On the campaign trail and as president, Donald Trump has expressed his skepticism about global warming. So it was a bit of a surprise when a reader asked us to check a statement issued by his Environmental Protection Agency that touted the administration’s record in reducing emissions of greenhouse gases, which scientists say are the main driver of global warming.
"The science is clear, under President Trump greenhouse gas emissions are down, Superfund sites are being cleaned up at a higher rate than under President Obama, and the federal government is investing more money to improve water infrastructure than ever before," the EPA said in a statement when contacted for a June 13 article by Bloomberg titled, "Researchers Argue Proposed EPA Changes Could Cause 80,000 More Deaths a Decade."
Here, we’ll focus on the first assertion in the EPA’s statement — that "the science is clear, under President Trump greenhouse gas emissions are down."
We found that to be a stretch.
When we asked the EPA for supporting evidence, they pointed us to a report titled, "Inventory of U.S. Greenhouse Gas Emissions and Sinks." This includes data collected and released regularly by the EPA, most recently in April 2018.
The report found that the amount of greenhouse emissions by the United States fell in the most recent year. But there’s a problem: Due to the lag in data collection, that decline occurred during President Barack Obama’s final year in office, 2016, not under Trump.
Here’s a chart of the EPA data on greenhouse gas emissions between 1990 and 2016, most of which consisted of carbon dioxide:
We found other data sets that more directly address the Trump era.
The first is a comprehensive study issued every year by the energy company BP, called the Statistical Review of World Energy. It uses a different methodology but produced similar findings as the EPA data — a 0.5 percent decline in emissions for the United States in 2017 (Trump’s first year) over 2016 (Obama’s last).
The study found that it was the third consecutive year that emissions in the United States had declined, "though the fall was the smallest over the last three years."
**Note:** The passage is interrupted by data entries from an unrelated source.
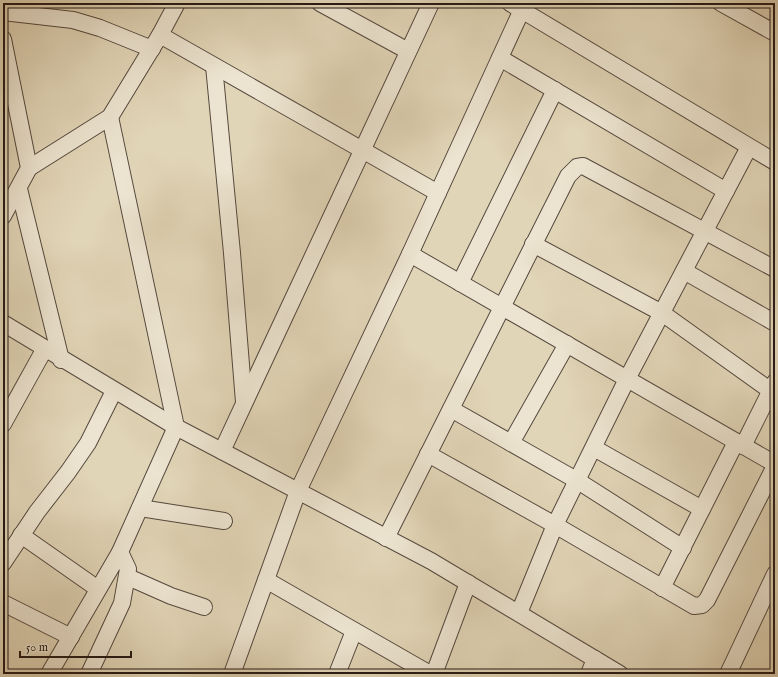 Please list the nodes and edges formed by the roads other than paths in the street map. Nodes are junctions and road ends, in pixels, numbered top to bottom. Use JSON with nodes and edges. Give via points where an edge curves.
{"nodes":[{"id":1,"x":177,"y":3,"type":"edge"},
{"id":2,"x":320,"y":3,"type":"edge"},
{"id":3,"x":430,"y":3,"type":"edge"},
{"id":4,"x":519,"y":5,"type":"edge"},
{"id":5,"x":732,"y":6,"type":"edge"},
{"id":6,"x":3,"y":12,"type":"edge"},
{"id":7,"x":775,"y":34,"type":"edge"},
{"id":8,"x":160,"y":35,"type":"junction"},
{"id":9,"x":3,"y":39,"type":"edge"},
{"id":10,"x":152,"y":49,"type":"junction"},
{"id":11,"x":408,"y":51,"type":"junction"},
{"id":12,"x":500,"y":58,"type":"junction"},
{"id":13,"x":214,"y":66,"type":"junction"},
{"id":14,"x":555,"y":90,"type":"junction"},
{"id":15,"x":110,"y":117,"type":"junction"},
{"id":16,"x":749,"y":147,"type":"junction"},
{"id":17,"x":361,"y":151,"type":"junction"},
{"id":18,"x":775,"y":162,"type":"edge"},
{"id":19,"x":29,"y":168,"type":"junction"},
{"id":20,"x":19,"y":188,"type":"junction"},
{"id":21,"x":726,"y":191,"type":"junction"},
{"id":22,"x":438,"y":193,"type":"junction"},
{"id":23,"x":3,"y":216,"type":"edge"},
{"id":24,"x":705,"y":232,"type":"junction"},
{"id":25,"x":533,"y":244,"type":"junction"},
{"id":26,"x":410,"y":254,"type":"junction"},
{"id":27,"x":775,"y":269,"type":"edge"},
{"id":28,"x":684,"y":271,"type":"junction"},
{"id":29,"x":460,"y":283,"type":"junction"},
{"id":30,"x":502,"y":307,"type":"junction"},
{"id":31,"x":662,"y":313,"type":"junction"},
{"id":32,"x":3,"y":323,"type":"edge"},
{"id":33,"x":775,"y":323,"type":"edge"},
{"id":34,"x":567,"y":344,"type":"junction"},
{"id":35,"x":44,"y":350,"type":"junction"},
{"id":36,"x":61,"y":360,"type":"junction"},
{"id":37,"x":628,"y":379,"type":"junction"},
{"id":38,"x":773,"y":386,"type":"edge"},
{"id":39,"x":114,"y":391,"type":"junction"},
{"id":40,"x":244,"y":403,"type":"junction"},
{"id":41,"x":451,"y":409,"type":"junction"},
{"id":42,"x":3,"y":424,"type":"edge"},
{"id":43,"x":176,"y":427,"type":"junction"},
{"id":44,"x":511,"y":443,"type":"junction"},
{"id":45,"x":739,"y":444,"type":"junction"},
{"id":46,"x":594,"y":448,"type":"junction"},
{"id":47,"x":222,"y":451,"type":"junction"},
{"id":48,"x":428,"y":454,"type":"junction"},
{"id":49,"x":775,"y":465,"type":"edge"},
{"id":50,"x":578,"y":481,"type":"junction"},
{"id":51,"x":298,"y":491,"type":"junction"},
{"id":52,"x":140,"y":508,"type":"junction"},
{"id":53,"x":702,"y":510,"type":"junction"},
{"id":54,"x":224,"y":521,"type":"dead end"},
{"id":55,"x":555,"y":525,"type":"junction"},
{"id":56,"x":21,"y":535,"type":"junction"},
{"id":57,"x":386,"y":538,"type":"junction"},
{"id":58,"x":683,"y":548,"type":"junction"},
{"id":59,"x":120,"y":552,"type":"junction"},
{"id":60,"x":3,"y":563,"type":"edge"},
{"id":61,"x":775,"y":574,"type":"edge"},
{"id":62,"x":128,"y":577,"type":"junction"},
{"id":63,"x":266,"y":580,"type":"junction"},
{"id":64,"x":468,"y":583,"type":"junction"},
{"id":65,"x":662,"y":588,"type":"junction"},
{"id":66,"x":98,"y":589,"type":"junction"},
{"id":67,"x":3,"y":603,"type":"edge"},
{"id":68,"x":204,"y":606,"type":"dead end"},
{"id":69,"x":519,"y":613,"type":"junction"},
{"id":70,"x":354,"y":631,"type":"junction"},
{"id":71,"x":71,"y":637,"type":"junction"},
{"id":72,"x":595,"y":659,"type":"junction"},
{"id":73,"x":49,"y":674,"type":"edge"},
{"id":74,"x":89,"y":674,"type":"edge"},
{"id":75,"x":232,"y":674,"type":"edge"},
{"id":76,"x":337,"y":674,"type":"edge"},
{"id":77,"x":430,"y":674,"type":"edge"},
{"id":78,"x":434,"y":674,"type":"edge"},
{"id":79,"x":589,"y":674,"type":"edge"},
{"id":80,"x":620,"y":674,"type":"edge"},
{"id":81,"x":728,"y":674,"type":"edge"}],
"edges":[{"from":1,"to":8,"type":"street"},
{"from":2,"to":11,"type":"street"},
{"from":3,"to":11,"type":"street"},
{"from":4,"to":12,"type":"street"},
{"from":4,"to":16,"type":"street"},
{"from":5,"to":7,"type":"street"},
{"from":6,"to":10,"type":"street","via":[[73,20]]},
{"from":8,"to":10,"type":"street"},
{"from":8,"to":13,"type":"street"},
{"from":9,"to":19,"type":"street"},
{"from":10,"to":15,"type":"street"},
{"from":11,"to":17,"type":"street"},
{"from":12,"to":14,"type":"street"},
{"from":12,"to":22,"type":"street"},
{"from":13,"to":17,"type":"street"},
{"from":13,"to":40,"type":"street"},
{"from":14,"to":21,"type":"street"},
{"from":14,"to":29,"type":"street"},
{"from":15,"to":19,"type":"street"},
{"from":15,"to":43,"type":"street"},
{"from":16,"to":18,"type":"street"},
{"from":16,"to":21,"type":"street"},
{"from":17,"to":22,"type":"street"},
{"from":17,"to":40,"type":"street"},
{"from":19,"to":20,"type":"street"},
{"from":20,"to":23,"type":"street"},
{"from":20,"to":36,"type":"street"},
{"from":21,"to":24,"type":"street"},
{"from":22,"to":26,"type":"street"},
{"from":24,"to":25,"type":"street","via":[[583,166],[577,167],[568,176]]},
{"from":24,"to":27,"type":"street"},
{"from":24,"to":28,"type":"street"},
{"from":25,"to":30,"type":"street"},
{"from":25,"to":31,"type":"street"},
{"from":26,"to":29,"type":"street"},
{"from":26,"to":51,"type":"street"},
{"from":28,"to":31,"type":"street"},
{"from":28,"to":33,"type":"street"},
{"from":29,"to":30,"type":"street"},
{"from":30,"to":34,"type":"street"},
{"from":30,"to":41,"type":"street"},
{"from":31,"to":37,"type":"street"},
{"from":31,"to":38,"type":"street"},
{"from":32,"to":35,"type":"street"},
{"from":34,"to":37,"type":"street"},
{"from":34,"to":44,"type":"street"},
{"from":35,"to":36,"type":"street"},
{"from":35,"to":42,"type":"street"},
{"from":36,"to":39,"type":"street"},
{"from":37,"to":45,"type":"street"},
{"from":37,"to":46,"type":"street"},
{"from":38,"to":45,"type":"street"},
{"from":39,"to":43,"type":"street"},
{"from":39,"to":56,"type":"street","via":[[88,443]]},
{"from":40,"to":47,"type":"street"},
{"from":41,"to":44,"type":"street"},
{"from":41,"to":48,"type":"street"},
{"from":43,"to":47,"type":"street"},
{"from":43,"to":52,"type":"street"},
{"from":44,"to":50,"type":"street"},
{"from":45,"to":49,"type":"street"},
{"from":45,"to":53,"type":"street"},
{"from":46,"to":50,"type":"street"},
{"from":46,"to":53,"type":"street"},
{"from":47,"to":51,"type":"street"},
{"from":48,"to":55,"type":"street"},
{"from":48,"to":57,"type":"street"},
{"from":49,"to":65,"type":"street","via":[[707,600],[702,605],[694,606]]},
{"from":50,"to":55,"type":"street"},
{"from":50,"to":58,"type":"street"},
{"from":51,"to":57,"type":"street"},
{"from":51,"to":63,"type":"street"},
{"from":52,"to":54,"type":"street"},
{"from":52,"to":59,"type":"street"},
{"from":53,"to":58,"type":"street"},
{"from":55,"to":65,"type":"street"},
{"from":55,"to":69,"type":"street"},
{"from":56,"to":60,"type":"street"},
{"from":56,"to":66,"type":"street"},
{"from":57,"to":64,"type":"street"},
{"from":58,"to":65,"type":"street"},
{"from":59,"to":62,"type":"street","via":[[128,569]]},
{"from":59,"to":66,"type":"street"},
{"from":61,"to":81,"type":"street"},
{"from":62,"to":68,"type":"street","via":[[170,596]]},
{"from":62,"to":74,"type":"street","via":[[122,603]]},
{"from":63,"to":70,"type":"street"},
{"from":63,"to":75,"type":"street"},
{"from":64,"to":69,"type":"street"},
{"from":64,"to":78,"type":"street"},
{"from":66,"to":71,"type":"street"},
{"from":67,"to":71,"type":"street"},
{"from":69,"to":72,"type":"street"},
{"from":70,"to":76,"type":"street"},
{"from":70,"to":77,"type":"street"},
{"from":71,"to":73,"type":"street"},
{"from":72,"to":79,"type":"street"},
{"from":72,"to":80,"type":"street"}]}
In other words, emissions declined under Trump, but the rate of decline slowed compared to the late Obama era. (The BP study was released on the same day as Bloomberg published the EPA statement, so it’s not clear that the agency could have known about it when it made its statement.)
A second set of data from the Energy Information Administration, a data-collecting unit of the federal Energy Department, showed a similar pattern.
The EIA data covers 2017 and the first two months of 2018. However, it totals only the emissions from the energy sector, which is a significant source of emissions, but not the only one.
Like the BP report, EIA found that that carbon emissions from energy declined between 2016 and 2017.
But the annual decline slowed on Trump’s watch in the EIA data, too. In 2017, when Trump was president, emissions fell by less than 1 percent. That was a smaller decrease than for either of Obama’s final two years. In 2016, emissions fell by 1.64 percent from their 2015 level, and for 2015, they fell by 2.68 percent over their 2014 level.
In addition, the EIA estimated that emissions will actually rise over the next two years. In 2018, the agency forecasts a 1.1 percent increase, and in 2019, it projects a 0.2 percent increase.
The following chart shows annual declines in emissions almost every year from 2007 to 2017, followed by EIA’s projected increases for 2018 and 2019.
Meanwhile, if you look at the EIA data on a monthly basis, emissions have moved in a fairly narrow band in 2016, 2017 and 2018, with emissions actually higher in January 2018 than they were in January 2016 under Obama. Here’s the chart showing monthly data.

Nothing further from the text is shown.